Melbourne, Victoria
Melbourne (Victoria) has the Australia's most lively Lithuanian community.
It is centered on Lithuanian House (a.k.a. Lithuanian Club) in North Melbourne (44 Errol St.). Its modest high street facade hides a massive atmospheric old-style interior. These premises were acquired by Lithuanians ~1960 (after the refugees who fled the Soviet occupation had settled down).
The largest room is the Lithuanian theater of ~300 seats. Famous for good sound quality it hosts not only Lithuanian performances and events.

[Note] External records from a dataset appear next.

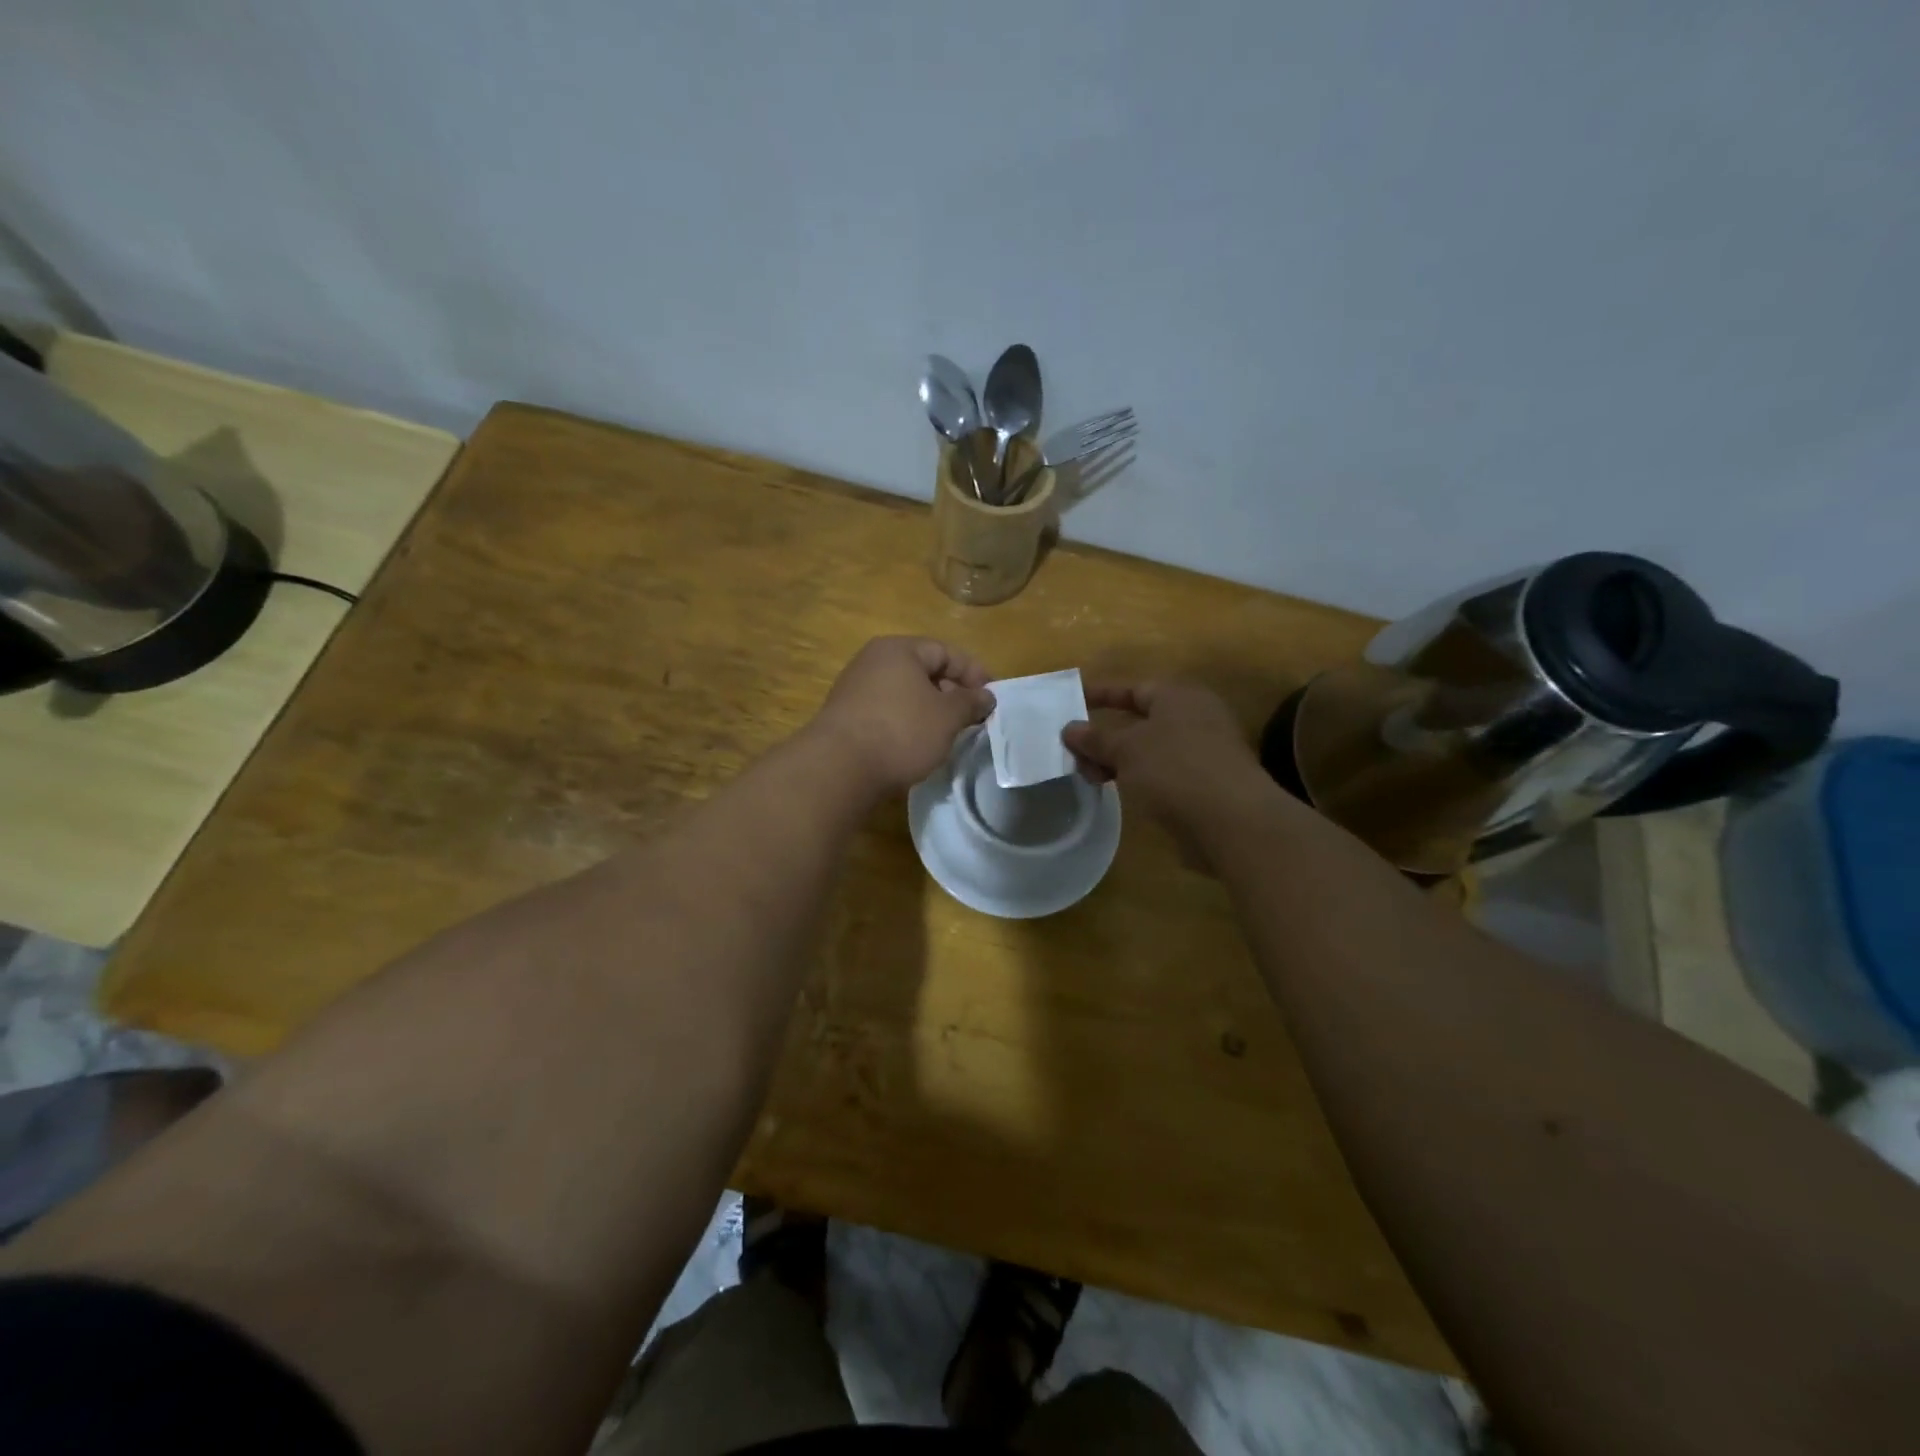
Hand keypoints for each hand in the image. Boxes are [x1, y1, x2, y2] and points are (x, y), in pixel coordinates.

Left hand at [811, 637, 994, 795]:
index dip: (974, 672)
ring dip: (930, 711)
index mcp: (899, 650)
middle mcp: (873, 661)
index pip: (946, 651)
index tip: (992, 699)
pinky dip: (908, 723)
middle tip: (972, 719)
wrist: (839, 768)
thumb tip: (986, 696)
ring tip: (948, 734)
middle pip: (924, 671)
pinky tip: (918, 745)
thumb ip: (971, 702)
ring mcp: (856, 689)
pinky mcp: (847, 717)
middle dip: (952, 693)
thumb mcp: (947, 717)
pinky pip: (888, 712)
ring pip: (905, 693)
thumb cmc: (901, 731)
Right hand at [1062, 681, 1279, 850]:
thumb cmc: (1174, 769)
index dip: (1100, 695)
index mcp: (1178, 696)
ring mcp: (1203, 751)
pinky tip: (1121, 792)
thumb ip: (1096, 738)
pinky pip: (1163, 772)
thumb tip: (1069, 729)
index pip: (1132, 688)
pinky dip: (1139, 777)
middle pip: (1139, 721)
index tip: (1072, 704)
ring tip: (1091, 778)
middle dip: (1104, 736)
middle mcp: (1194, 717)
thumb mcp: (1126, 749)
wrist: (1232, 821)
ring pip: (1149, 749)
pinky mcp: (1206, 782)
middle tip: (1074, 755)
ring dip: (1118, 760)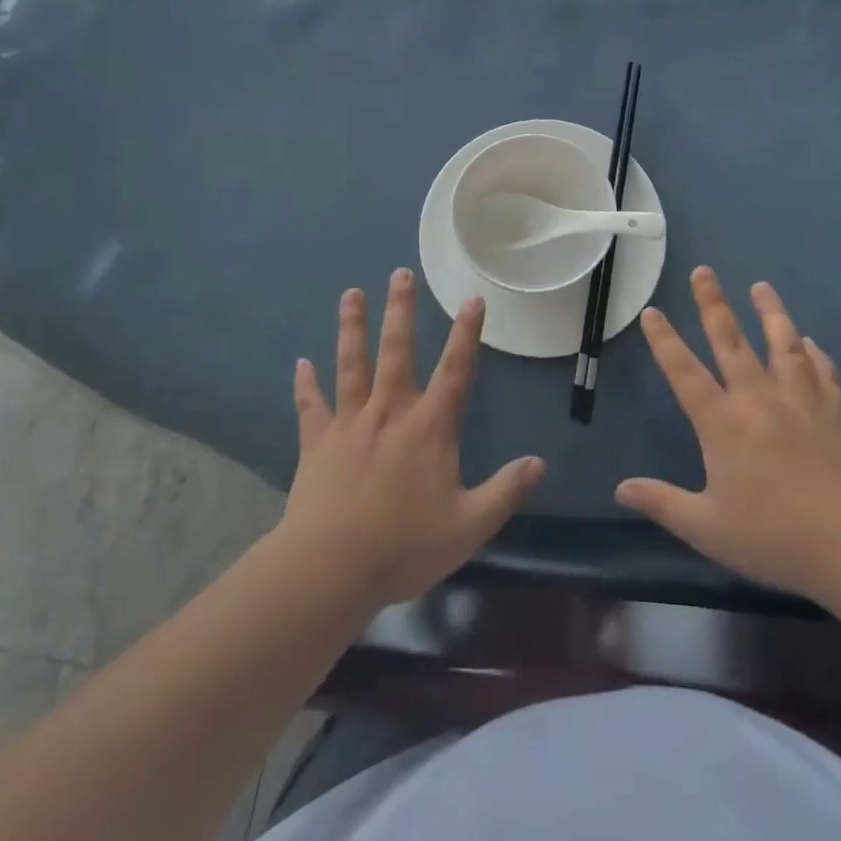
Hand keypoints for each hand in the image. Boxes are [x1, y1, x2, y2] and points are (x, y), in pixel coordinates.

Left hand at [277, 269, 546, 611]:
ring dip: (351, 327)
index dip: (467, 334)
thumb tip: (539, 463)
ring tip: (351, 293)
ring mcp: (350, 423)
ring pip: (351, 364)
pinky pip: (311, 406)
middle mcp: (390, 412)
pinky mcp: (317, 442)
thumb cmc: (404, 546)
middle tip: (399, 273)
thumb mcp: (469, 526)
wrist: (331, 568)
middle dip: (400, 310)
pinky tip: (301, 364)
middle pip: (396, 350)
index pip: (455, 370)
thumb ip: (505, 491)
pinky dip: (306, 384)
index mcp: (429, 427)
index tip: (473, 298)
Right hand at [616, 267, 840, 600]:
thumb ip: (662, 503)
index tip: (652, 311)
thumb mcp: (707, 528)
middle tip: (703, 271)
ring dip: (770, 312)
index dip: (664, 340)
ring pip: (783, 343)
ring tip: (762, 286)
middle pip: (731, 341)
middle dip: (713, 303)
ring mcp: (801, 401)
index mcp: (723, 423)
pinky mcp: (836, 411)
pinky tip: (811, 343)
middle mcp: (758, 399)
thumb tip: (620, 489)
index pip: (684, 371)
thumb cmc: (774, 537)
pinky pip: (823, 371)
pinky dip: (814, 353)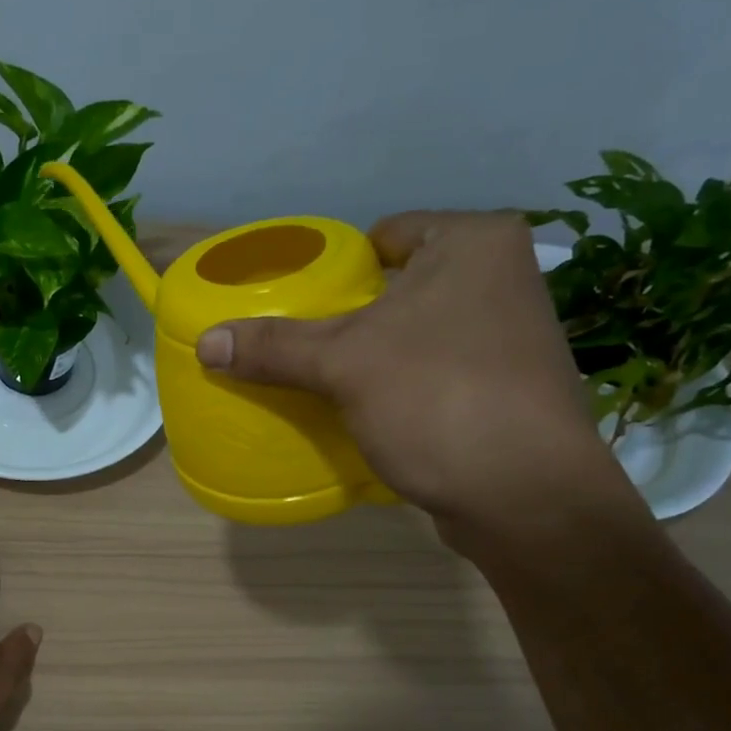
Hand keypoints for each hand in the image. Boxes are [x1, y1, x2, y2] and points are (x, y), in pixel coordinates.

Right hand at [194, 211, 637, 538]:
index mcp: (474, 243)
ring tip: (325, 380)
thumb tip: (206, 342)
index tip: (300, 302)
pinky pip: (436, 373)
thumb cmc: (437, 399)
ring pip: (419, 334)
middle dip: (352, 317)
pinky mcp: (509, 389)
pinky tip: (369, 412)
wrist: (524, 495)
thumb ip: (274, 347)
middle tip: (302, 345)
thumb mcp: (343, 366)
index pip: (387, 235)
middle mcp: (503, 278)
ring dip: (377, 356)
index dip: (337, 266)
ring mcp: (513, 336)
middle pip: (400, 286)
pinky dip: (402, 387)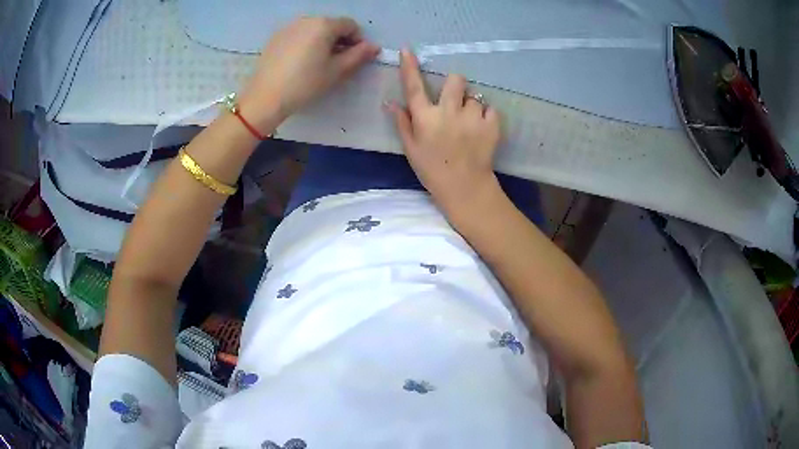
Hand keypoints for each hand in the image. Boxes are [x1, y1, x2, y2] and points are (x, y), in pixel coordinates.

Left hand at [239, 16, 379, 131]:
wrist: (265, 98)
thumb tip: (374, 47)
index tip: (356, 57)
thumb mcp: (336, 71)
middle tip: (338, 62)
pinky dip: (305, 43)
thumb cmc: (305, 84)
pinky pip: (298, 35)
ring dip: (322, 41)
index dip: (358, 40)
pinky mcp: (275, 37)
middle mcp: (306, 19)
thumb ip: (358, 56)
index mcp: (324, 24)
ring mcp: (288, 27)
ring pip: (314, 29)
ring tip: (318, 63)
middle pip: (331, 25)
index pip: (350, 25)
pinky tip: (300, 62)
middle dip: (339, 40)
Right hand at [387, 50, 501, 214]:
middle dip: (455, 86)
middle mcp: (448, 112)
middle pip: (455, 79)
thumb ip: (402, 123)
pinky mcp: (492, 124)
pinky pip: (490, 109)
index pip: (414, 86)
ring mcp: (472, 117)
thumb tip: (390, 102)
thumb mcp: (411, 149)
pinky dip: (487, 116)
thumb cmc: (433, 170)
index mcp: (425, 118)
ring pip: (474, 97)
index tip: (408, 50)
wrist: (465, 188)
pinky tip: (482, 130)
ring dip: (471, 106)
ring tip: (469, 125)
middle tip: (455, 102)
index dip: (410, 66)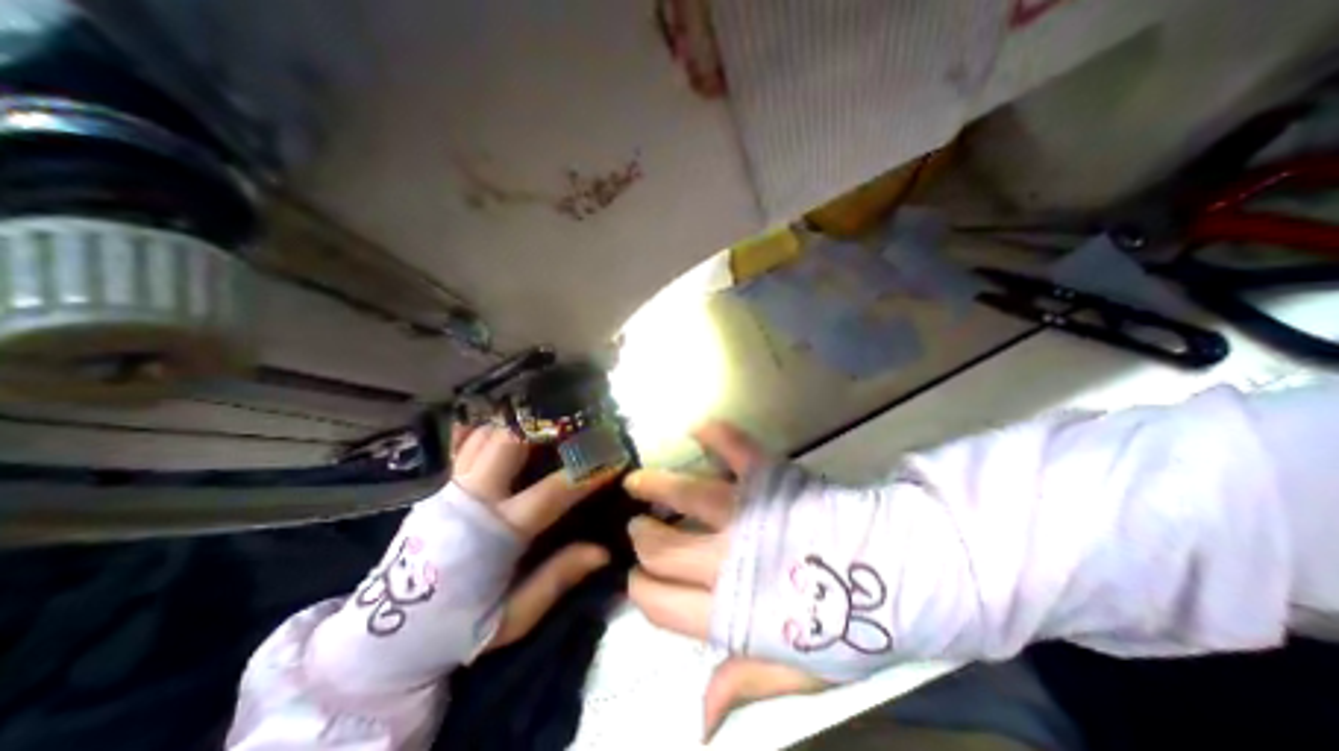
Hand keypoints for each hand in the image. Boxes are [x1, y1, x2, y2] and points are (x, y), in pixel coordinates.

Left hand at [448, 424, 617, 647]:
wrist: (384, 638)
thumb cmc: (458, 628)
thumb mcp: (513, 617)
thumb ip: (557, 579)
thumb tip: (603, 551)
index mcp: (494, 535)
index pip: (551, 492)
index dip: (585, 473)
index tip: (611, 458)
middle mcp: (472, 500)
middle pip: (509, 442)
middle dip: (544, 425)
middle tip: (574, 421)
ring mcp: (450, 487)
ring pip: (487, 434)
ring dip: (519, 421)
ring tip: (547, 416)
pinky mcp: (437, 486)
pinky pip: (461, 442)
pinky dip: (484, 425)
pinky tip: (503, 415)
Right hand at [626, 418, 834, 740]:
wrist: (902, 574)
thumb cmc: (850, 626)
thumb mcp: (800, 670)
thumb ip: (744, 682)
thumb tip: (698, 719)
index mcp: (732, 611)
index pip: (661, 603)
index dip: (641, 591)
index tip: (638, 581)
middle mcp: (729, 558)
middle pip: (662, 548)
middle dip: (642, 538)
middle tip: (640, 529)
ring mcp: (748, 511)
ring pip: (684, 495)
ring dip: (654, 487)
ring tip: (637, 483)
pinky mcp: (770, 477)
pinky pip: (736, 448)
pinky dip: (716, 435)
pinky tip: (698, 428)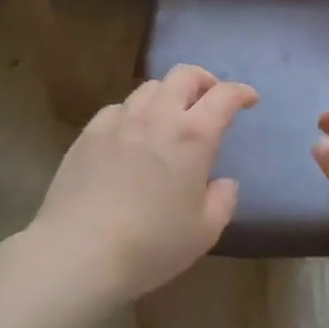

It is regularly rented out for gigs by non-Lithuanian Australian musicians during the Melbourne Fringe festival.
The club also houses a Lithuanian restaurant (open on Sundays), a ballroom, many Lithuanian-inspired decorations as well as memorabilia of Lithuanian-Australian community events. Lithuanian-Australian organizations of Melbourne have their HQs in the Lithuanian Club. Another part of the building is rented out to another (non-Lithuanian) restaurant.
Before the era of Lithuanian Club, the premises were used by Methodists.
Lithuanians lack their own church in Melbourne (Australia's sole Lithuanian church stands in Adelaide) as Australia once limited ethnic parishes promoting assimilation. However, they do have a parish house with a Lithuanian chapel at 18 Henry Street (acquired in 1956 10 14). Lithuanian language masses also used to be held in a non-Lithuanian church. Since 2021, these Masses have been transferred to the chapel. The chapel has a modest but Lithuanian-inspire dinterior with a traditional Lithuanian chapel-post, and an image of Our Lady of Vilnius.
Melbourne immigration museum has some Lithuanian exhibits. The nearby Sandbridge bridge over the Yarra river is adorned by plaques detailing the origin of Australia's immigrant communities, among them Lithuanians.
As the plaques list communities by countries of origin rather than by ethnic groups, Lithuania's Jews (Litvaks) are also mentioned on the same plaque. A large share of the descendants of pre-war Jewish migrants from Lithuania live in St. Kilda district. However, they have assimilated into a wider Melbourne's Jewish community.
Geelong, Victoria
The city of Geelong near Melbourne has a Lithuanian House. The current Lithuanian House is located in the Petit Park. This building was leased to the Lithuanian community by the municipality after the original Lithuanian House (Duoro St.) burned down in 1997.
Geelong also has a street named after Kaunas city in its Bell Park suburb. That suburb has been developed after World War 2, at the time immigrants were arriving there from Europe. There are thus streets with names reminding of their homelands: next to Kaunas street, there is Libau street (named after the Latvian city of Liepaja), Tallinn street (named after the Estonian capital), Vistula street (named after Poland's largest river).